Good Spending Habits

Save a Percentage of your Income Each Month

This is easier said than done, especially during these tough economic times where living costs are high. However, there are many incentives to save, none more so than having a solid emergency fund.

Emergency funds are basically there to cover any unexpected expenses such as broken down cars or household appliances. Even a small emergency fund could mean the difference between you getting into unmanageable debt and keeping your head above water. Sparing just £10 a month will help, and even pennies in a jar can build up over time. Although you may not be able to save a lot, you’ll find that you’ll be thankful for any amount of extra cash if things get tight.

Use your credit card sparingly

Credit cards are extremely convenient, which is why many choose to use them on a regular basis. The fact that you are not physically handing over cash can make it feel like you’re not spending money at all, which is where the problems begin. A good habit to get into is to only ever use your card for specific purposes such as fuel or grocery shopping. By doing this you should have a good idea of how much you are spending each month meaning there’ll be no shocks when your statement comes through.

Limiting your spending and ensuring you budget for the full balance each month will mean you’ll avoid all interest charges and save money.

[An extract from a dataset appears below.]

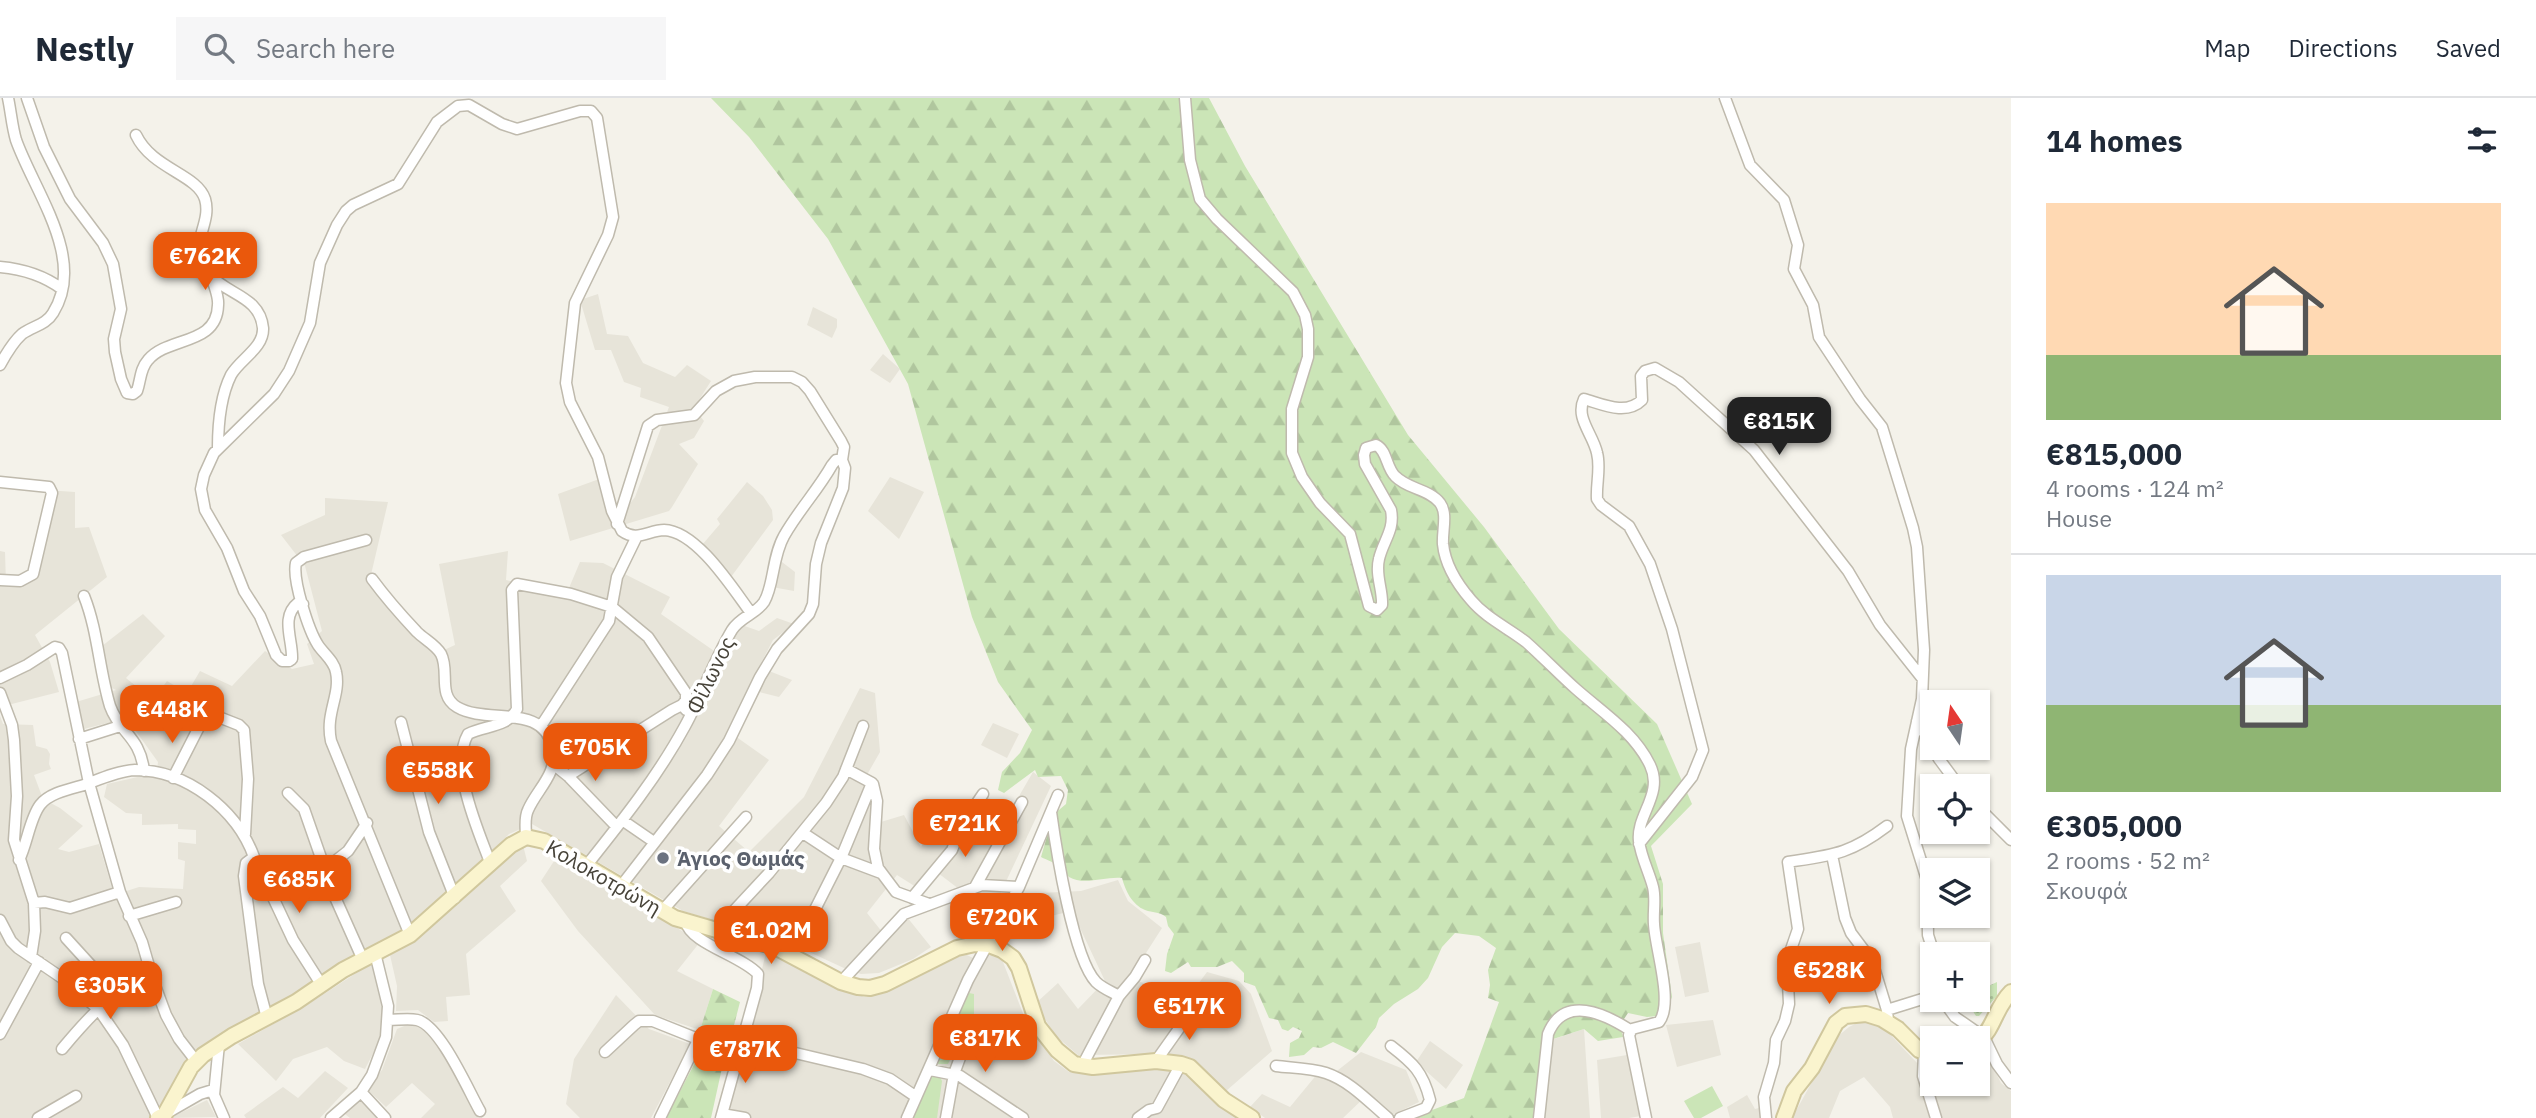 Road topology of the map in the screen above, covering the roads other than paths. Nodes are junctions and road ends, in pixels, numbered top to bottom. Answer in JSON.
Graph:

Prioritise Credit Commitments

Regardless of your financial situation, credit commitments should always be your number one priority. One way to ensure that they are number one on your list is to move all your direct debits so that they are withdrawn on or around your payday. By doing this you can also be confident that there will be sufficient funds in your account.

Failing to prioritise credit commitments could lead to missed payments which could affect your credit history and result in late payment fees or charges being attached to your account.

Bad Spending Habits

Spending More Than You Earn

According to 2010 statistics from The Telegraph, over 5 million adults spend more than they earn. While many put these figures down to irrational spending, others blame stagnating wages and increases in the cost of living. Whatever the reason, it’s important that you take action and make changes to your lifestyle accordingly.

The main danger of spending more than you are earning is that it can quickly lead to what is known as a ‘debt spiral’. The debt spiral looks something like this:

  • You spend more than you earn;
  • You borrow to fill the gap;
  • Consequently you spend more of your income repaying debts;
  • Which means you then need to borrow more in order to maintain your lifestyle;
  • The end result is that such a large portion of your income goes to repaying debts that you no longer have money to spend on anything else.

To avoid this debt spiral, there are a few things you can do. The first and most important is to change your lifestyle and the rate at which you spend your money. Unfortunately this will mean going without luxuries until you get your finances back on track. Next, look for areas where you can save – your first stop should always be your variable outgoings; the things that vary in cost on a month to month basis such as fuel, leisure or the monthly shop. If you can cut down on the amount you are spending on these, then you will notice big changes in your surplus income. Try cutting back on the amount of energy you use in the home or the amount of money that you spend on take-aways or coffee; you’ll soon find that your earnings can go further when you’re not spending them on things that you don’t actually need.

Only Making Minimum Payments on Credit Cards

Paying off the smallest amount that you can get away with by using the minimum payment facility on your credit card(s) is something that should be avoided wherever possible. This is because it can be easy to fall into a credit card induced debt spiral, where you’ll only ever clear small amounts off the balance each month.

The value of the minimum payment required will be based on a percentage of the total balance; usually between 1% and 3%. The difficulty is; as you are chipping small amounts of the balance each month, interest is accruing at a similar rate, so in reality you may only be clearing a few pounds off the total balance each time you make a payment. Unfortunately, as the balance gets smaller so do the minimum payments, meaning it could be decades before you get completely debt free. Try to tackle your credit card debt as aggressively as you can to break the interest/debt cycle.

Not Planning Ahead

Having some form of financial plan is vital in order to avoid any nasty shocks. For example, your car may need a full service at the beginning of next month, which means that it may not be a good idea to spend the last of this month’s wages on leisure purposes. While accurately mapping your finances is tough, knowing when outgoings are due isn’t. It’s all about having knowledge of your finances and thinking slightly outside of the box when budgeting or repaying guarantor loans.

One tip that may work for you is to include a ‘notes’ section within your budget. In here you can detail any quarterly, semi-annual or annual expenses such as vehicle tax, MOT and insurance, along with all the dates that these payments are due. If you struggle with keeping track of your direct debits, then try to move them all to a similar date, preferably straight after payday. Alternatively, opening a separate bank account and transferring your spending money into it can prevent you from chipping in to the money that’s ear-marked for bills.


The reality is that your bad spending habits could be costing you substantial amounts every month. By breaking these habits and replacing them with good ones, you’ll not only see your disposable income rise, but you’ll feel much more in control of your finances going forward.